You will by now doubtless be familiar with the University of Toronto academic Jordan Peterson. He’s the unlikely YouTube star and scourge of political correctness whose book 12 Rules for Life: An Antidote to Chaos has become a worldwide bestseller, beloved of serious young men seeking intellectual challenge and good old-fashioned fatherly advice. Summary: ‘Sort yourself out, bucko.’ We don’t really need the likes of Peterson here: we’ve got Ferdinand Mount. The book we should all be reading to sort ourselves out, buckos, is Prime Movers.
Mount is, admittedly, an unlikely intellectual hero. Modest and self-deprecating almost to the point of absurdity, in his memoir Cold Cream: My Early Life and Other Mistakes (2008) he chronicled a life of extraordinary privilege — Eton, Christ Church, head of Mrs Thatcher’s policy unit, editor of the TLS — with the kind of insouciant charm possessed only by those blessed with extraordinary privilege.
Easy to underestimate, Mount should never be underestimated. In a life of public and political service, he has somehow found the time to write a couple of dozen books — including the much underrated Chronicle of Modern Twilight series of novels, clearly inspired by the model of his uncle ‘Tony’ Powell’s A Dance to the Music of Time — but Prime Movers is clearly the big one, the summing up, the statement piece, the magnum opus, surely Mount’s last stand.
The book’s rather Molesworthian subtitle — ‘From Pericles to Gandhi: Twelve Great Political Thinkers and What’s Wrong with Each of Them’ — does the book something of a disservice. As Mount rightly points out in his introduction: ‘This is not a collection of hatchet jobs.’ Prime Movers is not Paul Johnson’s Intellectuals (1989) redux, or some awful sub-Strachey.

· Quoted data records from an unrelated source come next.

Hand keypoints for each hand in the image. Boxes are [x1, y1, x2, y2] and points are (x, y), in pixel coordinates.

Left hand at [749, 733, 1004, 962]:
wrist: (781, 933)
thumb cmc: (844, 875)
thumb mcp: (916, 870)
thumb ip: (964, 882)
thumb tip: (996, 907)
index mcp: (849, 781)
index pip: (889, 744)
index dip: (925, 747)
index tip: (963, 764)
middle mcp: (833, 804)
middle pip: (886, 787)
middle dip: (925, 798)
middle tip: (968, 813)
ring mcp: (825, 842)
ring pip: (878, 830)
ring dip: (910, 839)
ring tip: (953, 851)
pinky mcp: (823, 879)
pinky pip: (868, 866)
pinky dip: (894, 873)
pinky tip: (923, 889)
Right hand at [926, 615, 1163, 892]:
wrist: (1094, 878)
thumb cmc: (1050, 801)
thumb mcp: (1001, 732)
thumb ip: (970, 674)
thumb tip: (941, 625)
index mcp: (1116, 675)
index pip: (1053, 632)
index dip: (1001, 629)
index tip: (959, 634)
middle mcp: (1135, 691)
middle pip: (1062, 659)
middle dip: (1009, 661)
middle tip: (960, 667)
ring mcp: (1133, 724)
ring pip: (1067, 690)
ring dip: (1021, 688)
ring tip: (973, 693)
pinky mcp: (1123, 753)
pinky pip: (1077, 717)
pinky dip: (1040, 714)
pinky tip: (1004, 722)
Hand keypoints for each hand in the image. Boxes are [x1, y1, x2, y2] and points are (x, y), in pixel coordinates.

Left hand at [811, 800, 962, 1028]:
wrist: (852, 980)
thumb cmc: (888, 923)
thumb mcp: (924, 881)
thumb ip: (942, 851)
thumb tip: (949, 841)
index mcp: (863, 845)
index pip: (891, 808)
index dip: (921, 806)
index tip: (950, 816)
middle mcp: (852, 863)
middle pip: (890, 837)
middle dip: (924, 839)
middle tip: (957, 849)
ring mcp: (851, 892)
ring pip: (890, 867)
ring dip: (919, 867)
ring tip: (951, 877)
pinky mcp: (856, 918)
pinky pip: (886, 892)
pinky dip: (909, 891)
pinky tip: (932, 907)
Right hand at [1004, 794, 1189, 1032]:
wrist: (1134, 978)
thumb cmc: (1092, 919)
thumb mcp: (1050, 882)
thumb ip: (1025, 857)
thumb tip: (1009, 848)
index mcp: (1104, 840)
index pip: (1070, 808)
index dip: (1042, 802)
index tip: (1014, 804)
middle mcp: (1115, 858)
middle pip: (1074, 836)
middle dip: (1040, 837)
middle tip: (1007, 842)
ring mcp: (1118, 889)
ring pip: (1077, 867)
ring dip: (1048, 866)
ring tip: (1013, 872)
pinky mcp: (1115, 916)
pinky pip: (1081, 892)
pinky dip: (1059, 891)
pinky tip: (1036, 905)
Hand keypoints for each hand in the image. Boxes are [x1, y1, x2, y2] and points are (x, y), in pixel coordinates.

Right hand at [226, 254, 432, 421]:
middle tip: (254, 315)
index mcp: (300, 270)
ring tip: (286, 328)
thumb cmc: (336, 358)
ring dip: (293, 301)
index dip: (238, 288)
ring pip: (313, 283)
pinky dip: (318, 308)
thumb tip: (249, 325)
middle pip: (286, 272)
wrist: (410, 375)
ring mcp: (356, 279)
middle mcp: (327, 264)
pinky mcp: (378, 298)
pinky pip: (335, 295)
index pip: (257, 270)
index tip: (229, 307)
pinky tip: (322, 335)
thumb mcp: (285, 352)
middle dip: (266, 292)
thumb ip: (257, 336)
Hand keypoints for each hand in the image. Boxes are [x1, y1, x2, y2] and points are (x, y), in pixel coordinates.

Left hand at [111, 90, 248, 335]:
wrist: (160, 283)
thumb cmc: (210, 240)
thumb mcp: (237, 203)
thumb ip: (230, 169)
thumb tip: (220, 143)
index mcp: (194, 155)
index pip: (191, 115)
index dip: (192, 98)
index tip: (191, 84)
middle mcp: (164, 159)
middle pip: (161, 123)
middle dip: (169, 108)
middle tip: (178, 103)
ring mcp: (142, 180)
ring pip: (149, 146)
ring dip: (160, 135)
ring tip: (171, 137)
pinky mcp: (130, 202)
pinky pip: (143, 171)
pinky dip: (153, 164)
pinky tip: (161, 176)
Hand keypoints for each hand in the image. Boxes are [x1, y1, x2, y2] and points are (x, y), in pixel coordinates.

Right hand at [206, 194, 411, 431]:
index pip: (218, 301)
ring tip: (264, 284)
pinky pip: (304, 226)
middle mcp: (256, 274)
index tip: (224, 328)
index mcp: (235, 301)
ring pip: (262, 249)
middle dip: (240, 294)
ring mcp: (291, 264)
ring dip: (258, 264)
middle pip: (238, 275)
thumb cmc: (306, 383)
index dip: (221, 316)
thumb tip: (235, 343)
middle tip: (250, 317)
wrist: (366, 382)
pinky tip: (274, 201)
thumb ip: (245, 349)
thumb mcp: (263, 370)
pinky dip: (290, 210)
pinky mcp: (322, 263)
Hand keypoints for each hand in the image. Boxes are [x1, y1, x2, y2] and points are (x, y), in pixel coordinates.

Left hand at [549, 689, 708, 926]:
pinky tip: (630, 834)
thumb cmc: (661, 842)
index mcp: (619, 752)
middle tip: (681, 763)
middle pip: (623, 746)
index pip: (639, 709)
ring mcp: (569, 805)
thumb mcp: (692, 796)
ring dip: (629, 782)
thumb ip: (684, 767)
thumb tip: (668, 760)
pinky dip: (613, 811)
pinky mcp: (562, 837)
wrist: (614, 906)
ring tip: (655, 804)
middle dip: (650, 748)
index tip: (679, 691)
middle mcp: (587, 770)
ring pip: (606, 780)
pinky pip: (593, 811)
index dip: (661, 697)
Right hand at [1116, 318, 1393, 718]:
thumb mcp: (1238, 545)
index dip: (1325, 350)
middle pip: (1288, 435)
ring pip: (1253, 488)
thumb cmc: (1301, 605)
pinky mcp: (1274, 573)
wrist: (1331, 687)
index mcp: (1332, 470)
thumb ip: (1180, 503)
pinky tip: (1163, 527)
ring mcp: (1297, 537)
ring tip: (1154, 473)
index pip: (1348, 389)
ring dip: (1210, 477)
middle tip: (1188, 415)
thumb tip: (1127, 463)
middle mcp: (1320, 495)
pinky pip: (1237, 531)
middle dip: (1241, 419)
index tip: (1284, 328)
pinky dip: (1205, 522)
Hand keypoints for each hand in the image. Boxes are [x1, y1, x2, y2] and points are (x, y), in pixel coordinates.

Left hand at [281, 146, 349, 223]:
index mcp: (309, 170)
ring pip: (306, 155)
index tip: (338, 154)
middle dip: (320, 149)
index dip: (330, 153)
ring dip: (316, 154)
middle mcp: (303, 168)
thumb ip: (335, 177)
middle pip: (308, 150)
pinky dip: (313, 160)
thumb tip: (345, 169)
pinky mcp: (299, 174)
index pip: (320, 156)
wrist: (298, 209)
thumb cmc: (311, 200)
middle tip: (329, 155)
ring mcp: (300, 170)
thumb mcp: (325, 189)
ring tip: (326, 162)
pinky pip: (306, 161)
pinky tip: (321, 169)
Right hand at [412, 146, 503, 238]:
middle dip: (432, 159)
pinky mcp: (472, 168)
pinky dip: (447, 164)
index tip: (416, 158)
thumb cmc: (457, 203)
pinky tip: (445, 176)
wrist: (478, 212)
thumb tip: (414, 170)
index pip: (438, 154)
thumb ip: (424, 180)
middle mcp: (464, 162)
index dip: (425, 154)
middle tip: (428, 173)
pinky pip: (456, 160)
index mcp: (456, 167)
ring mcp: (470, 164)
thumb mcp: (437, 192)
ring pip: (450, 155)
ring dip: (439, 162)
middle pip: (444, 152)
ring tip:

On the contrary, the book surveys in extraordinary detail, and with exceptional insight, the ideas of 12 ‘Prime Movers’ — a motley crew of ‘a Greek, a Palestinian Jew, a Frenchman, a Scot, an Irishman, an American, an Englishman and an Englishwoman, an Italian, a German, a Hindu who invented India and a Muslim who invented Pakistan’ — who through ‘their passion and eloquence… have shaped our politics’, and gives them all a lesson in civics. Pericles, Jesus, Rousseau, Adam Smith, Thomas Jefferson, Jeremy Bentham, Mary Wollstonecraft, Mazzini, Marx, Gandhi and Muhammad Iqbal, it’s time for your seminar with our distinguished visiting lecturer, Mr Mount.
Conservative-minded readers should expect the unexpected. Jesus and his followers, for example, come off rather badly: ‘By sticking strictly to the instructions of Jesus and Paul, the Church over the centuries had found itself allied to some of the most ghastly authoritarian regimes.’ Marx fares rather better than one might expect, Gandhi comes out pretty well, and Edmund Burke probably does the best of all, with Mount putting up a stirring defence of a thinker often dismissed as a ‘lackey of the rich and powerful’. There are squirty little asides throughout that are worthy of a Wooster. Of Mary Wollstonecraft: ‘She was a blazer’; and on Adam Smith: ‘How well he looks in his bag-wig with a quiet smile playing around his lips, all in purple on the £20 note’ — and the book barely lets up in its exertions until the final chapter on the poet and spiritual father of Pakistan, Muhammad Iqbal, which alas reads rather like a primer compared to the barnstorming opening chapter on Pericles.
In a short conclusion, ‘In praise of trade-off’, Mount summarises his arguments against his various thinkers:
They are intent on arguing a case, incurably reluctant to admit weaknesses in or exceptions to that case, still less willing to consider that there might be malign consequences to the theory or course of action they are recommending, or to consider that alternative theories might undermine their arguments.
One cannot help but hear a criticism of his own involvement in politics, and in his analysis and discussion of Athenian democracy it is clear that Mount is really writing about Britain’s Brexit: ‘Democracy’s consciousness of its own moral superiority often entrenches it in a refusal to admit error or to shift course to reach an accommodation with its neighbours.’ Look back, face forward — and sort yourselves out, buckos!